第2話 決意と追憶
「なぜ謝るの? やっぱり、貴方はただ……正義感から同情して助けてくれただけで……」
このくらい予想はできていたことなのに……深く頭を下げる彼を見て、なぜか私の胸は悲しみで締め付けられるようでした。先ほど婚約破棄を言い渡されたときはただただ強いショックを受けただけだったのに、なぜでしょう。
俯く私に、彼は慌てたように続けました。
「違う! 君の家と違って、僕の家はもう……貴族を名乗れるような状況じゃないから……」
拒絶したのはシェリンガム君の方であるはずなのに、なぜか彼の方が傷ついたような顔をしています。
彼がぽつぽつと語ってくれた理由は、今やこの国の多くの貴族が直面している問題と同じものでした。貴族制度が形骸化し、政治は議会、経済は資本家に席を譲ったこの時代──多くの貴族は、経済的な苦境に立たされていたのです。

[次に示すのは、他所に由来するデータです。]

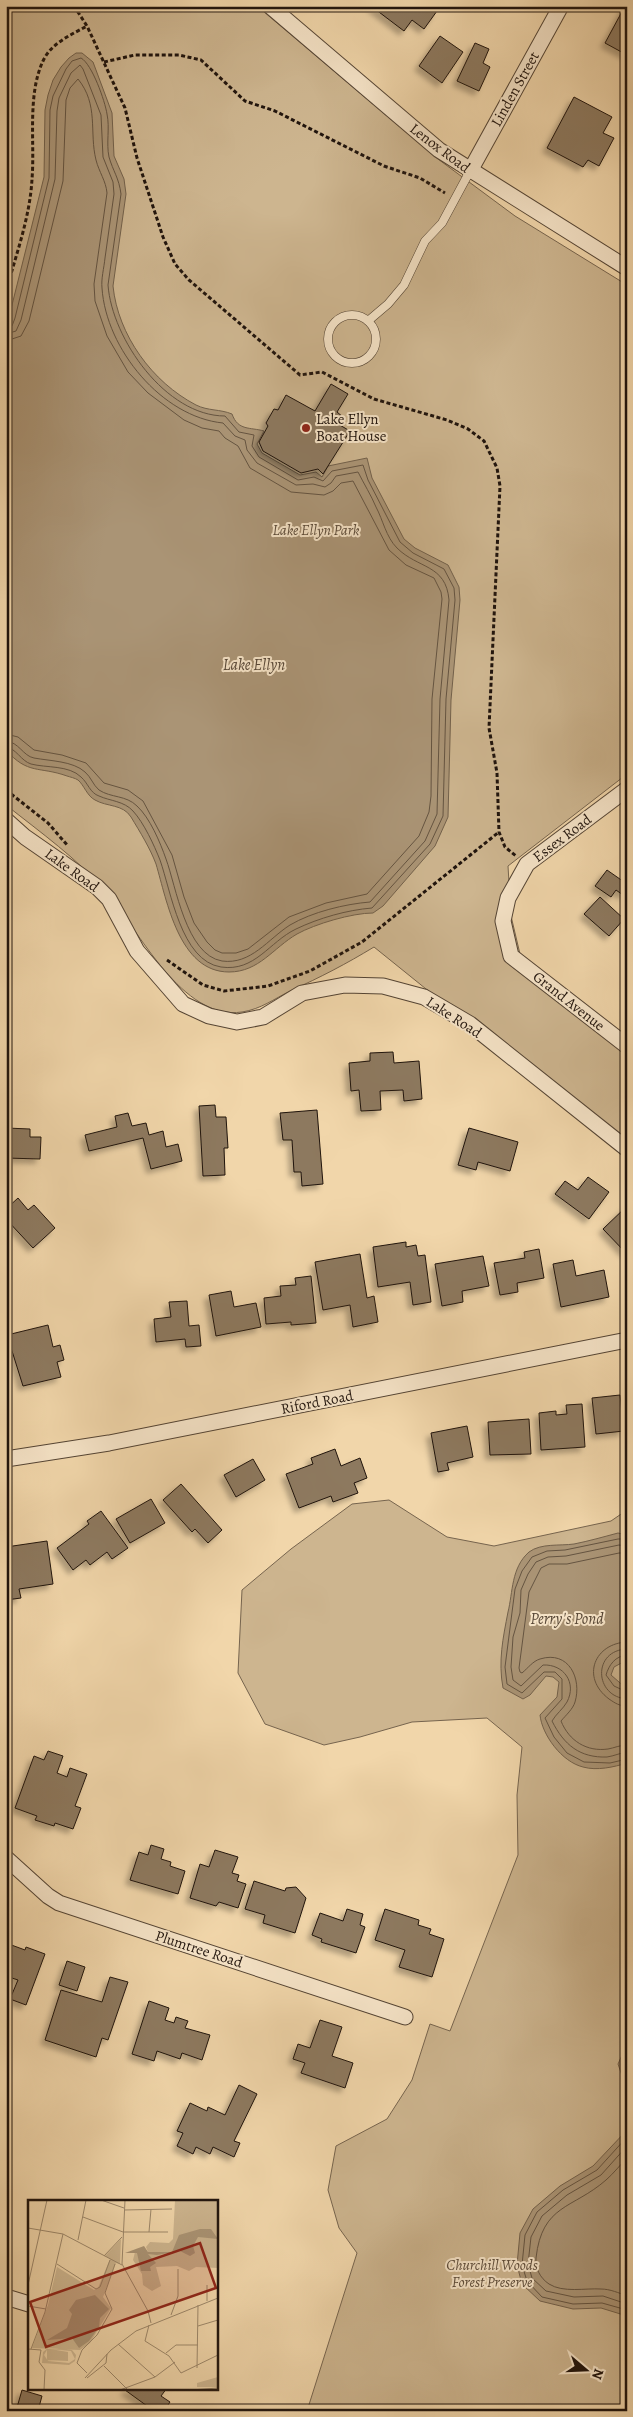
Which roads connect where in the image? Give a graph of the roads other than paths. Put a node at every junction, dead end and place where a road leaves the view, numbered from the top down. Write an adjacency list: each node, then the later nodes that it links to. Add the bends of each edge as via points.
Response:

そんなさなかに若くしてお父様を亡くされた彼には、悲しむ暇もなく莫大な相続税が課されることとなりました。
彼がこのリースデン校の在学中に、周囲からガリ勉と揶揄されるほどわき目もふらずに勉強していたのは……学生のうちにより多くを学び、人々の思い出が残る伯爵城を自分の代で手放さずに済むようになりたい……そんな想いがあったからなのでした。
とうとう卒業を迎えたいま、彼は実家の事業を盛り立てていかなければなりません。しかしそれは、険しい道が予想されるものだということでした。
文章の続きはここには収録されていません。